THE PROBLEM — For this exercise, reproduce the records exactly as they stand and do not carry any images over.

┄┄┄┄┄┄┄┄┄┄┄┄┄┄┄┄┄┄┄┄

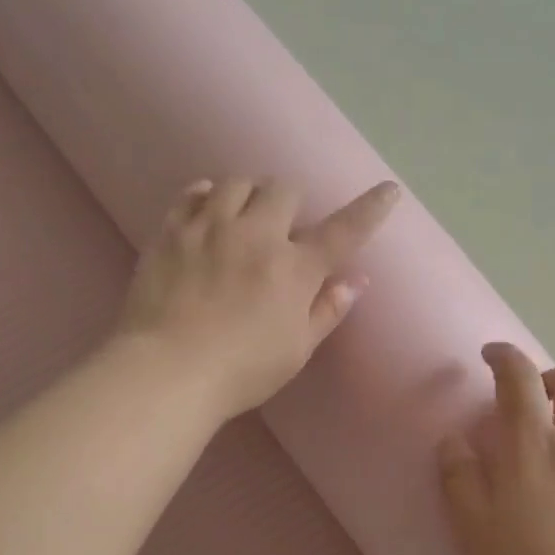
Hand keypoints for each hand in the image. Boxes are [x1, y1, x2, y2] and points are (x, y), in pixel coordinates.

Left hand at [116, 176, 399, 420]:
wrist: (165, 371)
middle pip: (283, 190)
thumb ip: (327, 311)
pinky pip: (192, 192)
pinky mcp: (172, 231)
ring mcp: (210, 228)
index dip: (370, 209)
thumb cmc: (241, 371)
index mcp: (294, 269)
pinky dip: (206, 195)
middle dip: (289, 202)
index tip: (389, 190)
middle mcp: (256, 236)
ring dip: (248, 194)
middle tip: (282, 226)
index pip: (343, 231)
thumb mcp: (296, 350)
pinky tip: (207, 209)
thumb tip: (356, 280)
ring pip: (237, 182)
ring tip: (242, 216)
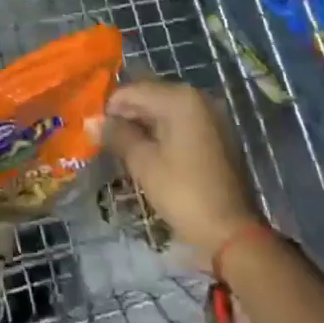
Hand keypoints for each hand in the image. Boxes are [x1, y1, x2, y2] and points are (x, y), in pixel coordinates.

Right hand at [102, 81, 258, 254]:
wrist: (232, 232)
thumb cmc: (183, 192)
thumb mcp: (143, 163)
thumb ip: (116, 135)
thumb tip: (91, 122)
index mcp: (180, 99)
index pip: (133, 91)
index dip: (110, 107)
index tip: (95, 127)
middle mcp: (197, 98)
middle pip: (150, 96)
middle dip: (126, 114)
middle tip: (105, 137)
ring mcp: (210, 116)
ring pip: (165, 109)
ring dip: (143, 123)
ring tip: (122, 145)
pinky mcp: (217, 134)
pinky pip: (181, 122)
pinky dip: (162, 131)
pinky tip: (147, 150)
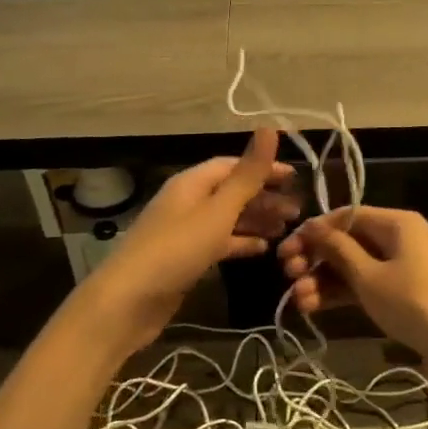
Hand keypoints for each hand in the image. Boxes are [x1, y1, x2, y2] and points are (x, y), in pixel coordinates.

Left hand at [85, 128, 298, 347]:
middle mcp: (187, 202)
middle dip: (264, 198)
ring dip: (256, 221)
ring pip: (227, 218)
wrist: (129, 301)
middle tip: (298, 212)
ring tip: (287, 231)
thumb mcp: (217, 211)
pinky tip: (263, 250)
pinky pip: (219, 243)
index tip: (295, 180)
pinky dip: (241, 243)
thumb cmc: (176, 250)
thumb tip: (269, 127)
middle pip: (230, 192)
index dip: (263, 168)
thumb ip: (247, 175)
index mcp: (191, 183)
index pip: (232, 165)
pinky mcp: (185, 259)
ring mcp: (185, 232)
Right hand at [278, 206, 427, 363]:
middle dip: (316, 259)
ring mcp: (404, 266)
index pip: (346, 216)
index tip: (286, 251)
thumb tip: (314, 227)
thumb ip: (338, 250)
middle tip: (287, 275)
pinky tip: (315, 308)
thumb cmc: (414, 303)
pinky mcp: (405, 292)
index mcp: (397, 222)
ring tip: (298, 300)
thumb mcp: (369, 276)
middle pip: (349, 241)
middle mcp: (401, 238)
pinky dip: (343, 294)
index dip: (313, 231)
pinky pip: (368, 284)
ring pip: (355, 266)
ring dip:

┄┄┄┄┄┄┄┄┄┄┄┄┄┄┄┄┄┄┄┄

EXERCISE RESPONSE —
Hand keypoints for each hand in the image. Boxes are [x1, y1, x2, y2] and points are (x, y), in pixel coordinates.

Left hand at [116, 176, 399, 420]:
wrist: (165, 371)
middle pip: (283, 190)
thumb ip: (327, 311)
pinky pip: (192, 192)
pinky mcp: (172, 231)
ring mcp: (210, 228)
index dip: (370, 209)
thumb cmc: (241, 371)
index mcp: (294, 269)
pinky dip: (206, 195)
middle dip: (289, 202)
index tip: (389, 190)
middle mcp: (256, 236)
ring dip: (248, 194)
middle tip: (282, 226)
index pip: (343, 231)
thumb mcp: (296, 350)
pinky tip: (207, 209)
thumb tip: (356, 280)
ring pip: (237, 182)
ring tip: (242, 216)
Hand keypoints for each hand in the image. Boxes are [x1, y1, x2, y2] and points are (x, y), in pixel coordinates.

Right hand at [102, 81, 258, 254]:
wrist: (232, 232)
thumb cmc: (183, 192)
thumb mcp: (143, 163)
thumb ip: (116, 135)
thumb tip: (91, 122)
index mcp: (180, 99)
index pip: (133, 91)
index dip: (110, 107)
index tip: (95, 127)
middle mcp: (197, 98)
middle pip: (150, 96)
middle dip: (126, 114)
middle tip: (105, 137)
ring mcp: (210, 116)
ring pip: (165, 109)
ring dip: (143, 123)
ring tip: (122, 145)
pinky mcp: (217, 134)
pinky pip: (181, 122)
pinky dip: (162, 131)
pinky tip: (147, 150)
Hand keypoints for each hand in the image. Boxes are [x1, y1, x2, y2] and points are (x, y), in pixel coordinates.

Left hand at [85, 128, 298, 347]:
middle mcp: (187, 202)
middle dip: (264, 198)
ring dip: (256, 221)
ring pip: (227, 218)
wrist: (129, 301)
middle tip: (298, 212)
ring tip: (287, 231)
thumb mcp: (217, 211)
pinky tip: (263, 250)
pinky pip: (219, 243)
index tip: (295, 180)
pinky dip: (241, 243)
thumb cmc: (176, 250)
thumb tip: (269, 127)
middle pip: (230, 192)
index dip: (263, 168)
thumb ip: (247, 175)
index mcp: (191, 183)
index pip: (232, 165)
pinky mcp: (185, 259)
ring mcp: (185, 232)
Right hand at [278, 206, 427, 363]:
middle dip: (316, 259)
ring mcp: (404, 266)
index pip: (346, 216)
index tip: (286, 251)
thumb tip: (314, 227)
thumb ip: (338, 250)
middle tip: (287, 275)
pinky tip: (315, 308)
thumb cmc: (414, 303)
pinky mcp: (405, 292)
index mcp: (397, 222)
ring tip: (298, 300)
thumb mcp: (369, 276)
middle pip: (349, 241)
middle mcp: (401, 238)
pinky dip: (343, 294)
index dip: (313, 231)
pinky pip: (368, 284)
ring pip: (355, 266)
ring dip:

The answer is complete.